TRANSPORTATIONQuick Takes

Inpex starts gas production from Ichthys field

The Inpex Corp.-led consortium at Ichthys gas-condensate field in the Browse basin 220 km offshore Western Australia has started natural gas production from its subsea wells to the massive 120,000-tonne Ichthys Explorer production platform.

LNG from the project’s onshore Darwin plant in the Northern Territory is expected by the end of September.

Inpex said the start-up marks the beginning of what is expected to be a 40-year life for the $40-billion project.

Gas from the wells will be processed on the platform. Condensate will then be piped to the Ichthys Venturer floating production, storage, and offloading vessel moored nearby, while dry gas will be piped nearly 900 km by subsea pipeline to the Darwin LNG facilities.

The project expects its initial cargo of condensate to be shipped first and then LNG and LPG during September.

It will take 2-3 years to reach full production of 8.9 million tonnes/year along with 1.7 million tonnes of LPG and 100,000 b/d of condensate.

The start-up of gas production is about 18 months after the original expected on-stream date of yearend 2016. The project reached final investment decision in 2012.

Targa, partners to develop Whistler Pipeline project

Targa Resources Corp.; NextEra Energy Pipeline Holdings LLC, an indirect, wholly owned subsidiary of NextEra Energy Resources LLC; WhiteWater Midstream LLC, a portfolio company of Denham Capital Management and Ridgemont Energy Partners; and MPLX LP plan to jointly develop the Whistler Pipeline project to provide an outlet for natural gas production from the Permian basin to markets along the Texas Gulf Coast.

The proposed project is designed to transport 2 bcfd of gas through 450 miles of 42-in. pipe from Waha, Tex., to NextEra’s Agua Dulce market hub, with another 170 miles of 30-in. pipe continuing from Agua Dulce and ending in Wharton County.

Supply will be sourced from upstream connections in the Midland and Delaware basins, including direct connections to Targa plants through a 27-mile, 30-in. pipeline lateral, as well as a direct connection to the 1.4 bcfd Agua Blanca Pipeline—a joint venture of WhiteWater, WPX Energy, MPLX, and Targa—which crosses through the Delaware basin, including portions of Culberson, Loving, Pecos, Reeves, Winkler, and Ward counties. The project would have access to the Nueces Header and markets at Agua Dulce, as well as along a northern extension through Corpus Christi to the Houston Ship Channel.
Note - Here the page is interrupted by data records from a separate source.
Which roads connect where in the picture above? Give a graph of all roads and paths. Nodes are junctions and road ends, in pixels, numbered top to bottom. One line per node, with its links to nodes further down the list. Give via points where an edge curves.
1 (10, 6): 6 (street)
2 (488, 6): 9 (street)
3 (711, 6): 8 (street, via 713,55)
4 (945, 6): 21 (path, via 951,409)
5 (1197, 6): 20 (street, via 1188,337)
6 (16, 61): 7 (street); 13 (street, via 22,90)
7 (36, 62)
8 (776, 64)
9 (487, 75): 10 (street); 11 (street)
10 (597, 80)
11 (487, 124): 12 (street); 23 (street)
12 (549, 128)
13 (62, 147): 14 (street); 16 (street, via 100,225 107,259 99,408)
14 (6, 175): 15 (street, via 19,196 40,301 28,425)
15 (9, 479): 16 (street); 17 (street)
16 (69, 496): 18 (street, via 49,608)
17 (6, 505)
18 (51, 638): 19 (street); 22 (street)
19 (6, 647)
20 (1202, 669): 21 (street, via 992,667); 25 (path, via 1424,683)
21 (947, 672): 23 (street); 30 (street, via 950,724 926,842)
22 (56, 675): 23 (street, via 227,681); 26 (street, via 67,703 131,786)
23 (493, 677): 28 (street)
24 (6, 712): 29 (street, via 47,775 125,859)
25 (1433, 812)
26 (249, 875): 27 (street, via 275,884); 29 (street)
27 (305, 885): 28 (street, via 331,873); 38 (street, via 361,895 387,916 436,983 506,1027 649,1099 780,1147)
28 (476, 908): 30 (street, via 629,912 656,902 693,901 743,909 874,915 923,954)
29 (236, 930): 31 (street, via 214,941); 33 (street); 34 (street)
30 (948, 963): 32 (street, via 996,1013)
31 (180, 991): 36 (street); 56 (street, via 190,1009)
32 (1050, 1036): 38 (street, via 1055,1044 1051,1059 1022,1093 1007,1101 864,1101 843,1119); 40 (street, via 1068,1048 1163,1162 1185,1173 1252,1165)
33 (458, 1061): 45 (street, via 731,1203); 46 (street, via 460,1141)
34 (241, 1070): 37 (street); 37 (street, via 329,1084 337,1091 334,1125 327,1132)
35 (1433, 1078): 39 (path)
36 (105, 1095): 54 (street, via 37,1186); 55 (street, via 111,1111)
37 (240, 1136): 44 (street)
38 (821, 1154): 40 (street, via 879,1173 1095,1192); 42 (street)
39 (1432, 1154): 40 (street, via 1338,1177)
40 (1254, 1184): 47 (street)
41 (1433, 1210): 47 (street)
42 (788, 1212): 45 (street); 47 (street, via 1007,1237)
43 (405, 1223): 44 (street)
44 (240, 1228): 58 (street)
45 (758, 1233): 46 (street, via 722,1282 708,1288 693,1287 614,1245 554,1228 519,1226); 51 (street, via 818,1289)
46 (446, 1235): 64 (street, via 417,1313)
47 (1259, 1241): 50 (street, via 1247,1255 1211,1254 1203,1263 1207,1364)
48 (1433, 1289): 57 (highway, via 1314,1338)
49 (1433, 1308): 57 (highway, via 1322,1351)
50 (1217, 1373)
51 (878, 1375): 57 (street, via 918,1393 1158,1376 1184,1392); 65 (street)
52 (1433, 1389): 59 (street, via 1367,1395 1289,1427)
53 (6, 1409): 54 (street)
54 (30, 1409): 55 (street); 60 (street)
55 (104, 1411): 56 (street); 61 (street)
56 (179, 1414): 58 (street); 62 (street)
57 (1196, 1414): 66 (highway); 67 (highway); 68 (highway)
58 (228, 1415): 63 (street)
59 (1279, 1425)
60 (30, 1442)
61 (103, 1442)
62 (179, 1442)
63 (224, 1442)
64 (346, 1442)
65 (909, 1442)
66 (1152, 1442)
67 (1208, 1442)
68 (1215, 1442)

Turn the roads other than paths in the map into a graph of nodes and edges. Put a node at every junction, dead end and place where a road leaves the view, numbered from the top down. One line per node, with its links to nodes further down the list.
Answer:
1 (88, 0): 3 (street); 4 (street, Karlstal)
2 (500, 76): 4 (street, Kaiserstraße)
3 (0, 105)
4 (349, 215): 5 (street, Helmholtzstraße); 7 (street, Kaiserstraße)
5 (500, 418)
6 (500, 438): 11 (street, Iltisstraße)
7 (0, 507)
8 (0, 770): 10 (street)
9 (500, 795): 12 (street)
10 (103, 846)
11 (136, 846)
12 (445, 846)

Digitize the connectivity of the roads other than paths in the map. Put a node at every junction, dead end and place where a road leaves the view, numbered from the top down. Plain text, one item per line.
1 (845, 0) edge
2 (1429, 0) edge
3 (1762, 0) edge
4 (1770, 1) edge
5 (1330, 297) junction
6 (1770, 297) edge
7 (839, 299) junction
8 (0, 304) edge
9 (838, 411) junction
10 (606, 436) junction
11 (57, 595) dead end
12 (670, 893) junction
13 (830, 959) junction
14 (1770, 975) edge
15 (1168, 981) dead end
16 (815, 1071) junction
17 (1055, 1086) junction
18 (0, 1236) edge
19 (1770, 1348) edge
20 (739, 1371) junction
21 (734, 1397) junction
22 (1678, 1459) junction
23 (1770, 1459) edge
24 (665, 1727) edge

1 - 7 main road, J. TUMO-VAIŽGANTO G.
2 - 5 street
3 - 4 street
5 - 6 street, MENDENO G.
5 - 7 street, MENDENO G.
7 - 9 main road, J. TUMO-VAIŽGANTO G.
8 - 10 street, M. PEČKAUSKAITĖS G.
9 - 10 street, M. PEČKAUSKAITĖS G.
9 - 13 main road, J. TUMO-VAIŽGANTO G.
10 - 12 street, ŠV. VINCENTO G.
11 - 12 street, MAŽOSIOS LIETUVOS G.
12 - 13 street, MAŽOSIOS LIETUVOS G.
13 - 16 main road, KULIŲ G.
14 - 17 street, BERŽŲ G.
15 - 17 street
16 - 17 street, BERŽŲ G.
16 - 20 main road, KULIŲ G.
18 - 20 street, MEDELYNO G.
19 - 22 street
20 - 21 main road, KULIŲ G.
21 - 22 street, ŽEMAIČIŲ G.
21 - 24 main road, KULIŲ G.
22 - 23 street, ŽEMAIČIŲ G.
The project, to be constructed by NextEra Energy Pipeline Holdings, operated by Targa, and financed at the project level, would begin operation in fourth-quarter 2020.

Targa, NextEra, MPLX, and WhiteWater, and their producer customers would commit volumes exceeding 1.5 bcfd to the project. The project is in negotiations for additional firm transportation commitments. An open season is expected in the coming months.

FERC: NY waited too long to deny line’s water permit

The US Federal Energy Regulatory Commission ruled that the New York State Department of Environmental Conservation (NYSDEC) waived its authority to deny the Northern Access Pipeline Project a crucial water permit because the state agency did not act within a year of receiving the interstate natural gas pipeline sponsors’ application for it.

Sponsors National Fuel Gas Co. and Empire Pipeline Inc. applied for a NYSDEC certification under Section 401 of the federal Clean Water Act on Mar. 2, 2016, FERC said in its Aug. 6 ruling. NYSDEC denied the application on Apr. 7, 2017, which was more than a year after the state agency received it, a deadline established in CWA Section 401. NYSDEC essentially waived its CWA certification authority when it did this.

The commission reached a similar conclusion nearly a year earlier when it ruled that NYSDEC waived its authority to approve or deny a CWA Section 401 permit for the Millennium gas pipeline’s 7.8-mile Valley Lateral in Orange County, NY, after failing to act within a year (OGJ Online, Sept. 18, 2017).

In an Aug. 7 statement, Williamsville, NY-based NFGC said FERC’s ruling a day earlier removed a major barrier for the Northern Access project while making the energy grid more reliable and resilient. “We remain committed to the project, and due to the...delay caused by the actions of the state agency, our team is developing a revised timeline including reviewing the status of various other relevant permits,” it said.